Advances in diesel engine and catalyst technologies have enabled light passenger vehicles in meeting the most stringent Tier 3/LEV III emission levels and durability requirements. The advancements in diesel aftertreatment catalyst technology have made catalysts more susceptible to low levels of impurities, typically referred to as poisons. Published studies over the last two decades, have shown a significant impact on the performance of catalysts, to the presence of sulfur and other inorganics in fuels and oils. The design of an aftertreatment system (ATS) typically sets limits for lubricant and fuel quality, specific to the geographical region and availability of certain level of regulated fuels.
In this study, we investigate a real-world aged diesel vehicle which exhibited deterioration in tailpipe emissions, beyond levels targeted during engineering development. A root cause investigation measured deterioration, revealed that the catalysts were exposed to high levels of sodium (Na) and potassium (K) contamination.

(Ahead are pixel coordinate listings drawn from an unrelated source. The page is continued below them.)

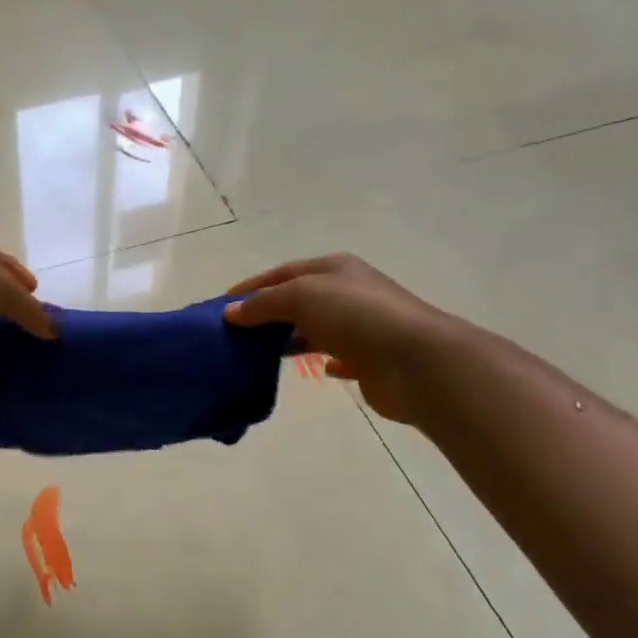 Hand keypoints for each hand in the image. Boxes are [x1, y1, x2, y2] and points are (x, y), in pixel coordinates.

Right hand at [223, 254, 459, 424]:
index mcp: (335, 269)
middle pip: (298, 299)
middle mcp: (349, 292)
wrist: (416, 361)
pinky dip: (322, 360)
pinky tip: (312, 369)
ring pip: (315, 328)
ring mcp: (361, 327)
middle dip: (267, 313)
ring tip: (258, 354)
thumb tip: (231, 313)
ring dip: (290, 338)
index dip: (252, 287)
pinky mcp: (369, 359)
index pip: (283, 273)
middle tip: (235, 334)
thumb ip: (264, 304)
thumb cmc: (356, 317)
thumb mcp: (301, 297)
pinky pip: (338, 356)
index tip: (221, 306)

This causes irreversible physical and chemical damage to the catalyst and the substrate resulting in higher hydrocarbon tailpipe emissions during FTP-75.
The level of these contaminants on the catalyst, were found to be far greater than what would be expected from use of market grade diesel or biodiesel blends, that adhere to American Society for Testing and Materials (ASTM) specifications. Although there was no way of determining the actual source of the contaminants in this specific study, the measured cumulative level of these contaminants suggests the use of unregulated fuel, that did not adhere to industry standard processes.
This scenario creates a dilemma for the industry where there exists the possibility of the availability of unregulated fuels, which can lead to accelerated catalyst degradation causing tail pipe emissions to exceed the mandated levels.